Your product isn't your website, although at the moment you may feel it is.
Your product is the people who are going to spend their time to do these
tests. The harder you make it for them to achieve that, the less "product" you
have to sell.

Your website is going to need the network effect of many viewers to make it
worth people signing up to submit their work. I don't think you can achieve
that with a signup for people just wanting to check it out. You're going to
get a lot of traffic from twitter, facebook and other social networks, and
those people aren't going to sign up just to "check it out".

To put that in perspective, our two biggest regular referrers for
Fivesecondtest.com (other than the occasional article write up) are Facebook
and Twitter (around 25-30% of traffic). Yet both combined account for less
than 6% of our signups. That's a lot of traffic that participate but have no
intention of signing up. Of course, we may be missing an opportunity there :)

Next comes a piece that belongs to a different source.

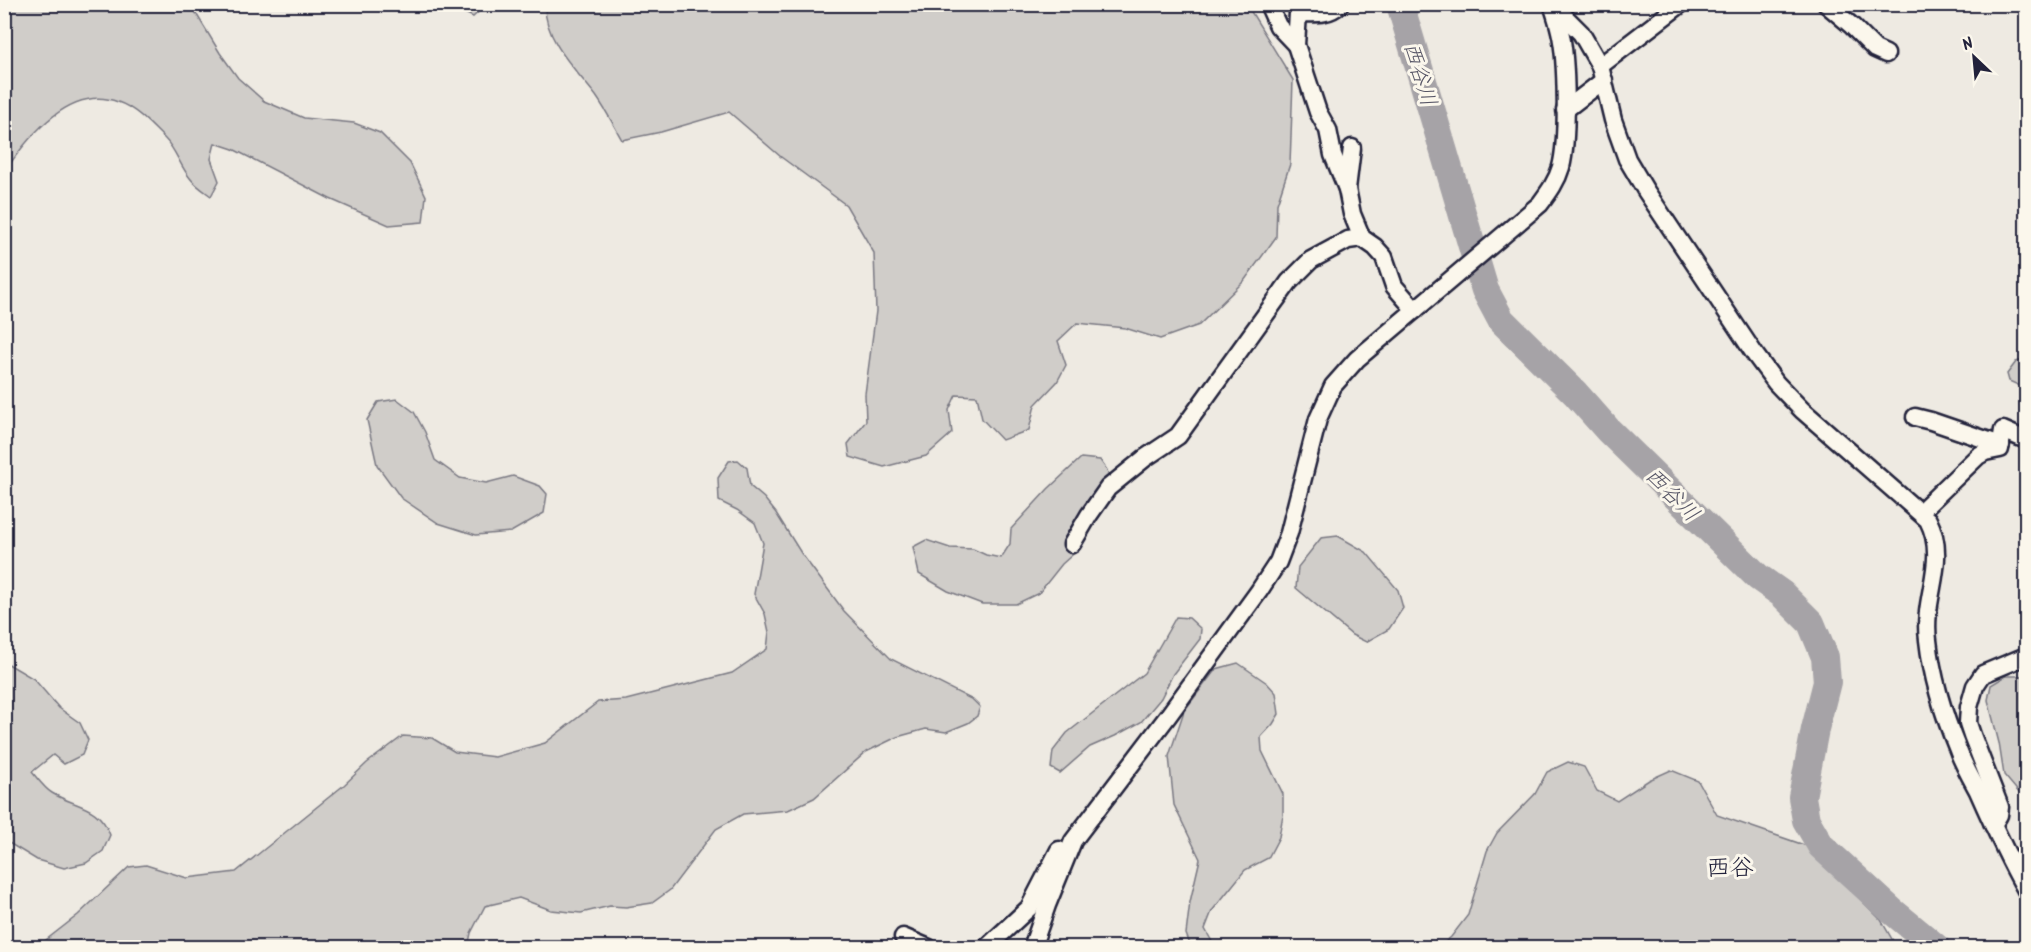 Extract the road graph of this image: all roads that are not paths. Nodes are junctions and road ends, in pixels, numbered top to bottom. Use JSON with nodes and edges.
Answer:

The worst thing you can have is a situation where you have more tests than you
have testers. We've been keeping an eye on ClueApp (a direct copy of
Fivesecondtest.com) and they suck at this. Unless you tweet your test, you can
except to get zero results (and most people won't do this). The biggest
challenge you face is ensuring you have enough people doing tests to cover the
expected results. The first time a writer gets "zero" feedback after 24 hours,
they're gone never to return.

Aside from that, my main issue is that you have this big green call to action
that says, "start reading", and I have this expectation that I'm going to jump
right in. So I'm excited and ready to go; instead I'm shown that this is an
exclusive club that I need to be a member of. I'm not that committed. Ctrl+w.

Otherwise, love it!

------
fleitz
Why are you debating about applying?

Just apply if you don't get accepted then you know that YC isn't interested,
maybe someone else is.

Feedback: Why do I need to sign up to start reading? The page IS stunning, but
it takes a long time to load. Instead of a feedback form, have you considered
just having a next page button?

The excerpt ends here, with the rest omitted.